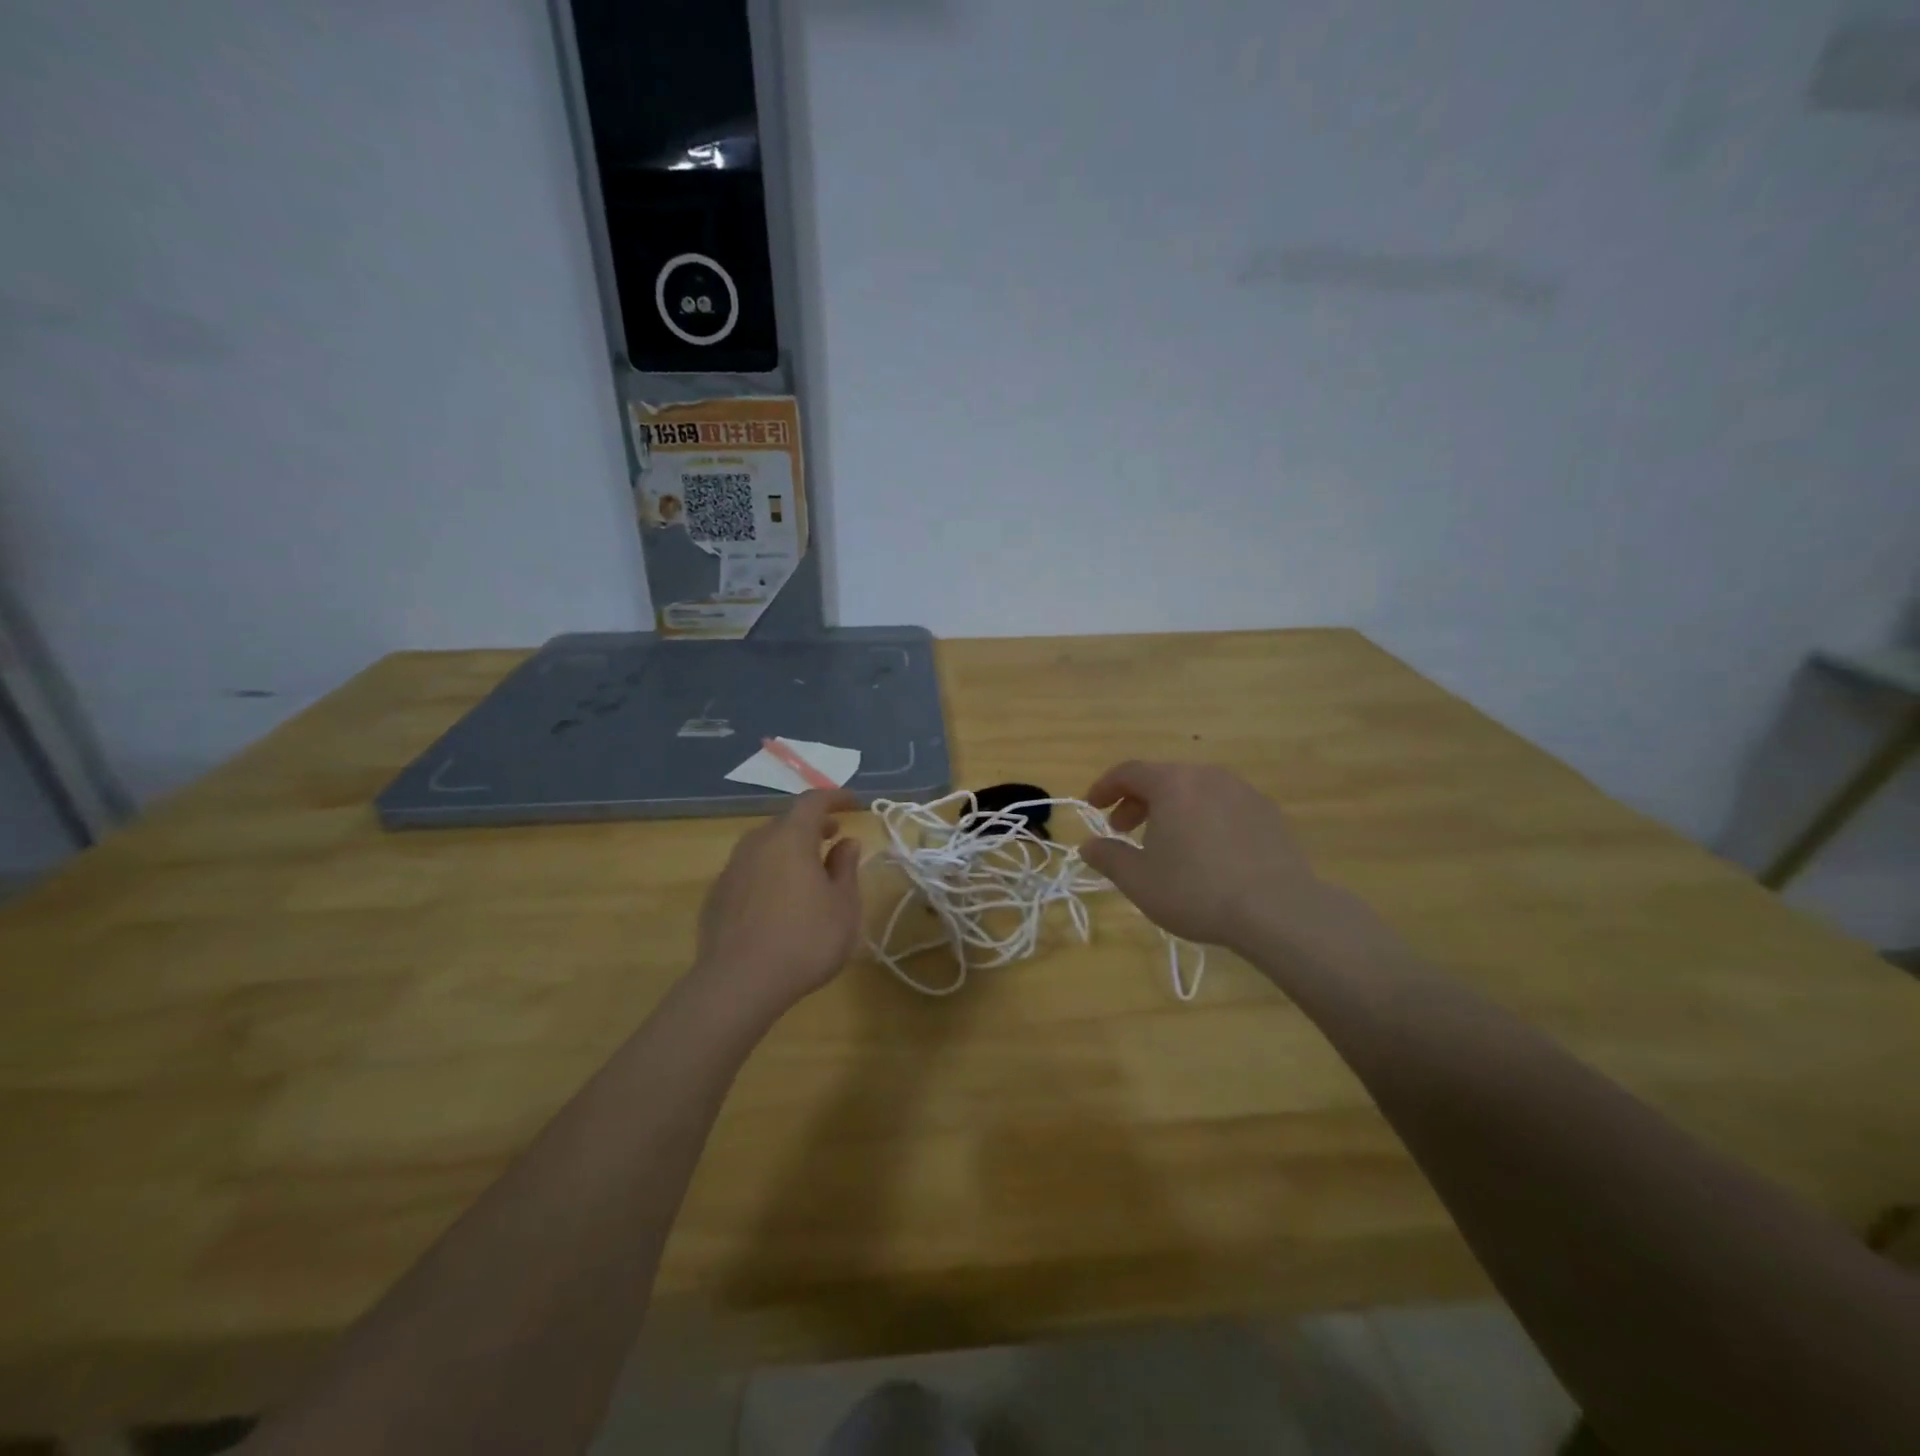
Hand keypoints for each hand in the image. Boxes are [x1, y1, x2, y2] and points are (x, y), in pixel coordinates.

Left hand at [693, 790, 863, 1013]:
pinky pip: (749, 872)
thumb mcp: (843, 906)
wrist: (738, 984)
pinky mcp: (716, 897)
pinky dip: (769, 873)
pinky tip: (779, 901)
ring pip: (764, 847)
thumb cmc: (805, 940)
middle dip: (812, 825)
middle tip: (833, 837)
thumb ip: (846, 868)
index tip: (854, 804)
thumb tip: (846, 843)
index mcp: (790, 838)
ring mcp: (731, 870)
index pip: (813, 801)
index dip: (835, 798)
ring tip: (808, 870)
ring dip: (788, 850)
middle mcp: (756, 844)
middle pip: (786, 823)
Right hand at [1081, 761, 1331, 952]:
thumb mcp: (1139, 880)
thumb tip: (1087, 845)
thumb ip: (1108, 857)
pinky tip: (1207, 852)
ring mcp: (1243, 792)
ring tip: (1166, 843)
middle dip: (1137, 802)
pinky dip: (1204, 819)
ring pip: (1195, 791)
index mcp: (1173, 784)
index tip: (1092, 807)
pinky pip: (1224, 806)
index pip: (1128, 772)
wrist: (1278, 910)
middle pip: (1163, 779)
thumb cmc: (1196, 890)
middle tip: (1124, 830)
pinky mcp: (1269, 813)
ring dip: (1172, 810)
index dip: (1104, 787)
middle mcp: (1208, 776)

**Work required**
Reproduce the material above in full and without alteration, but skip all pictures.

**Final answer**
Hand keypoints for each hand in the image. Boxes are [x1, y1, x2, y2] and points are (x, y), in pixel coordinates.

Left hand at [693, 790, 863, 1013]:
pinky pip: (749, 872)
thumb mcp: (843, 906)
wrist: (738, 984)
pinky mcp: (716, 897)
pinky dip: (769, 873)
pinky tip: (779, 901)
ring pip: (764, 847)
thumb cmc: (805, 940)
middle dip: (812, 825)
middle tip: (833, 837)
thumb ip: (846, 868)
index tip: (854, 804)
thumb tip: (846, 843)
index mcp: (790, 838)
ring mcp: (731, 870)
index pip: (813, 801)
index dip: (835, 798)
ring tip: (808, 870)
ring dip: (788, 850)
middle mcp: (756, 844)
middle pip: (786, 823)
Right hand at [1081, 761, 1331, 952]:
thumb mcp: (1139, 880)
thumb tip: (1087, 845)
thumb ip: (1108, 857)
pinky tip: (1207, 852)
ring mcp: (1243, 792)
ring tip: (1166, 843)
middle dip: (1137, 802)
pinky dip: (1204, 819)
ring pip: (1195, 791)
index mcp: (1173, 784)
index tip: (1092, 807)
pinky pip: (1224, 806)
index pip: (1128, 772)
wrist: (1278, 910)
middle pip: (1163, 779)
thumb cmc: (1196, 890)
middle tip: (1124, 830)
pinky mcp: (1269, 813)
ring dip: (1172, 810)
index dip: (1104, 787)
middle mcp: (1208, 776)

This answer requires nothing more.